If your test successfully retrieves a secret like db-connection-string, it’s not just proving that Key Vault access works. It’s also confirming that:
- The secret exists and is named consistently across environments.
- The identity has the right permissions to read it.
- The value inside (for example, your SQL or Storage connection string) is present and ready to be used — meaning the app will be able to reach its target resource once deployed.
That last point is subtle but critical: when Key Vault returns a connection string successfully, your app can authenticate to the downstream system without touching a single line of code.
In other words, your test doesn’t just validate secrets — it validates connectivity, configuration, and permission boundaries all at once.
But there’s an important boundary here — and it’s worth making explicit.
The Core Principle
If your Key Vault test successfully retrieves a secret, that confirms authentication and authorization to Key Vault — not necessarily validity of the secret’s contents.
In other words:
✅ You’ve proven the identity (SPN/MI/user) can access Key Vault and read the secret.
❌ You haven’t yet proven that the secret value points to a reachable or correctly-permissioned downstream resource.
That second part is intentionally out of scope for this kind of early identity test. Those deeper checks — validating that the connection string actually connects to SQL, or that a read-only role can’t perform writes — belong to a different testing layer: the integration and security QA stages.
This keeps the boundaries clean:
- Identity tests → confirm the right entity can authenticate to Key Vault and retrieve what it needs.
- Integration tests → confirm the retrieved secret works when connecting to the target resource.
- Security QA tests → confirm role-based restrictions behave as intended.
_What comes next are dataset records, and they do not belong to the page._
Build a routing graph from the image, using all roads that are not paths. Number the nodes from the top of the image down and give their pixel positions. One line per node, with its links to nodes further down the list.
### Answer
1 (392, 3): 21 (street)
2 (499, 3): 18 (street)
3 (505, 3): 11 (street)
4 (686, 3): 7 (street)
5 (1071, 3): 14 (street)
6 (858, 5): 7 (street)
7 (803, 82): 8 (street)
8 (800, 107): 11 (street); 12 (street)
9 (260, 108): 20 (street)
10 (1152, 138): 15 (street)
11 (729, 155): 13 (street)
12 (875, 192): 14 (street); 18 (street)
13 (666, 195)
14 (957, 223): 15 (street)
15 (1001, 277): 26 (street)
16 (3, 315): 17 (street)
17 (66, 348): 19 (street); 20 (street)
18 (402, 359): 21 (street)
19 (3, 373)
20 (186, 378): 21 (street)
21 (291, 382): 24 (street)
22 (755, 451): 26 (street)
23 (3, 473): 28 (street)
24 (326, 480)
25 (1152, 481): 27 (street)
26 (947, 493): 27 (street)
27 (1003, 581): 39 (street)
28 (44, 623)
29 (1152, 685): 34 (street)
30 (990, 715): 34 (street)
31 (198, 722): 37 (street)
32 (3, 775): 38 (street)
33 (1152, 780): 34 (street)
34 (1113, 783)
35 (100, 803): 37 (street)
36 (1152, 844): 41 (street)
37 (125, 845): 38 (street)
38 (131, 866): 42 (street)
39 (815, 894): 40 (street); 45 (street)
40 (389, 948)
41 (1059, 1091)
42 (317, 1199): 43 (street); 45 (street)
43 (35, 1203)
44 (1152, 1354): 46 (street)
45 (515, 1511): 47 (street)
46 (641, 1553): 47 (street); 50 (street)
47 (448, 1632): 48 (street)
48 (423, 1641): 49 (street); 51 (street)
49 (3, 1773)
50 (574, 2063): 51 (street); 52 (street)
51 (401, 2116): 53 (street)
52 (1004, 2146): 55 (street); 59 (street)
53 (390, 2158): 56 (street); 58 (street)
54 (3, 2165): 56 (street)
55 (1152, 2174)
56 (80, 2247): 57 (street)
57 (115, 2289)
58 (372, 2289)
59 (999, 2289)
That separation means your early “shift-left” tests stay fast, safe, and focused — while downstream testing covers the rest of the trust chain.
Lessons Learned
- If it works under your user account, that proves nothing. You’re testing your own permissions, not your system’s configuration.
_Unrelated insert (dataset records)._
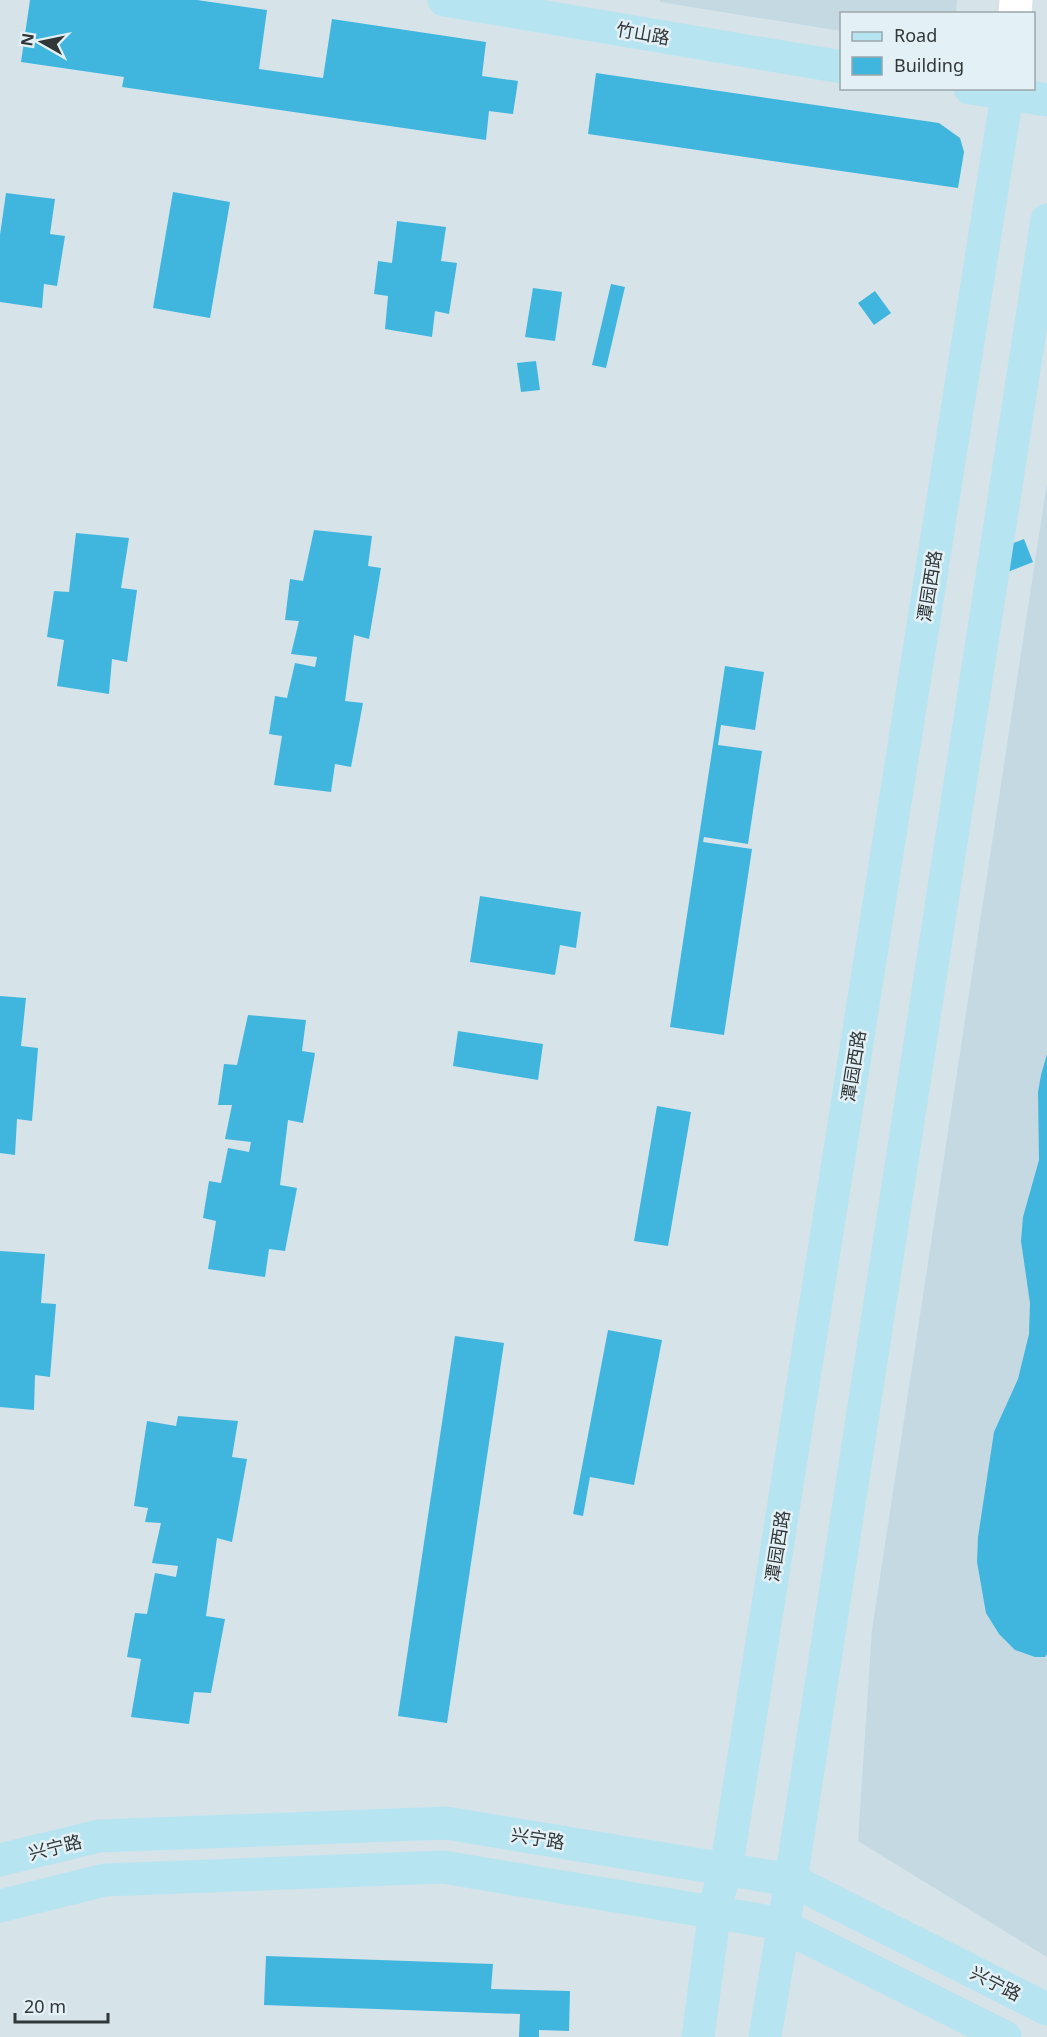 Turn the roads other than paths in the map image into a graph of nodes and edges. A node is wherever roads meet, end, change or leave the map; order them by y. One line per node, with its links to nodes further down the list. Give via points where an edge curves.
1 (444, 0): 2 (street, 竹山路)
2 (840, 67)
3 (988, 90): 4 (street)
4 (1007, 92): 5 (street); 8 (street, 潭园西路)
5 (1047, 100)
6 (1047, 220): 9 (street)
7 (0, 1860): 8 (street, 兴宁路, via 99,1836 446,1823)
8 (726, 1869): 9 (street, 兴宁路); 11 (street, 潭园西路)
9 (791, 1880): 12 (street); 13 (street, 兴宁路)
10 (0, 1906): 11 (street, via 105,1880 443,1867)
11 (714, 1914): 12 (street); 14 (street, 潭园西路)
12 (784, 1926): 15 (street); 16 (street)
13 (1047, 2008)
14 (698, 2037)
15 (765, 2037)
16 (1005, 2037) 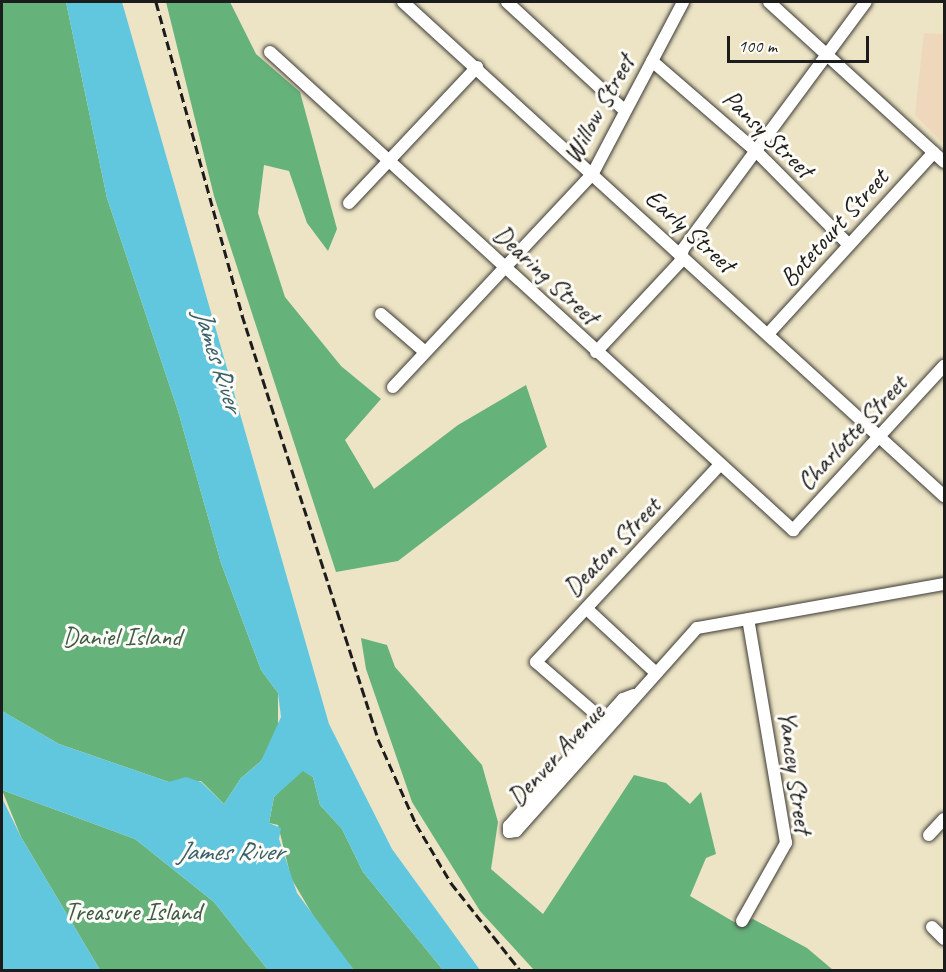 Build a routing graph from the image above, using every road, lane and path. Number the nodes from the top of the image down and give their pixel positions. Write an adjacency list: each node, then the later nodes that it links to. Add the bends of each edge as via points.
1 (403, 2): 9 (street, Early Street)
2 (507, 2): 10 (street)
3 (683, 2): 8 (street, Willow Street)
4 (769, 2): 7 (street)
5 (866, 2): 7 (street)
6 (270, 52): 13 (street, Dearing Street)
7 (827, 56): 11 (street); 12 (street)
8 (652, 61): 10 (street, Willow Street); 11 (street, Pansy Street)
9 (477, 67): 13 (street); 15 (street, Early Street)
10 (625, 111): 15 (street, Willow Street)
11 (756, 151): 17 (street, Pansy Street); 18 (street)
12 (934, 152): 14 (street); 17 (street, Botetourt Street)
13 (388, 159): 16 (street); 19 (street, Dearing Street)
14 (945, 162)
15 (593, 173): 18 (street, Early Street); 19 (street, Willow Street)
16 (349, 203)
17 (849, 245): 21 (street, Botetourt Street)
18 (682, 254): 21 (street, Early Street); 23 (street)
19 (504, 266): 22 (street, Willow Street); 23 (street, Dearing Street)
20 (381, 314): 22 (street)
21 (768, 334): 26 (street, Early Street)
22 (425, 352): 25 (street, Willow Street)
23 (596, 352): 27 (street, Dearing Street)
24 (945, 366): 26 (street, Charlotte Street)
25 (393, 387)
26 (879, 436): 28 (street, Early Street); 29 (street, Charlotte Street)
27 (720, 465): 29 (street, Dearing Street); 31 (street, Deaton Street)
28 (945, 496)
29 (793, 530)
30 (945, 584): 32 (street, Denver Avenue)
31 (588, 610): 33 (street); 35 (street, Deaton Street, via 536,662)
32 (748, 619): 33 (street, Denver Avenue, via 697,628); 38 (street, Yancey Street, via 786,843)
33 (655, 672): 34 (street, Denver Avenue)
34 (634, 695): 35 (street, Denver Avenue); 35 (street, Denver Avenue, via 631,707 516,831 509,832 509,826)
35 (604, 721)
36 (945, 819): 37 (street)
37 (928, 835)
38 (742, 921)
39 (933, 927): 40 (street)
40 (945, 939)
- Use SPNs for all automated and environment tests. They replicate the production flow and catch misconfigured RBAC early.
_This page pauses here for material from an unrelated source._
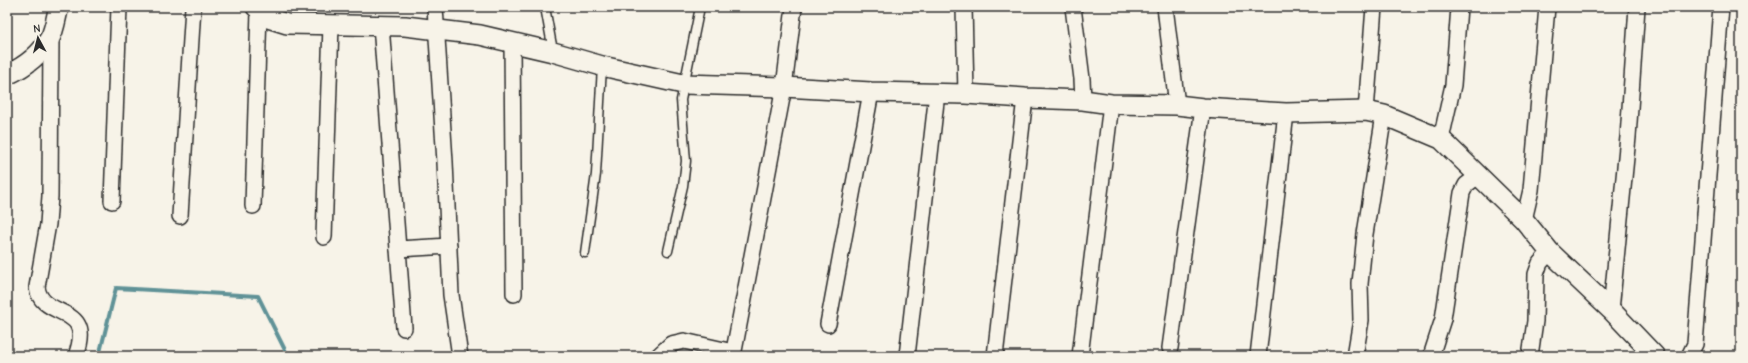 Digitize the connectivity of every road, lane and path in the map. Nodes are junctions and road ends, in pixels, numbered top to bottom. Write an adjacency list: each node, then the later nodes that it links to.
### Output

- Treat identity testing as part of “shift left” security. Access issues are easy to fix in SIT — and painful in PROD.
- Automate SPN-based tests. Integrate them into your pipeline so every deployment validates access before the code goes live.
- Successful secret retrieval = validated downstream connectivity (up to the Key Vault boundary). Connection and role-based permission testing belong further down the pipeline — owned by integration and security QA.
Closing Thoughts
The irony is that the closer I tried to “test like production,” the more I relied on my own identity — until I realised that was the problem. Identity testing isn’t about you. It’s about replicating who your system really is.
So if your Key Vault, Storage, or database tests are still running under your account, enjoy that comfort while it lasts. Because one day, when PROD doesn’t trust you anymore, it’s not going to be your code that fails — it’s your assumptions.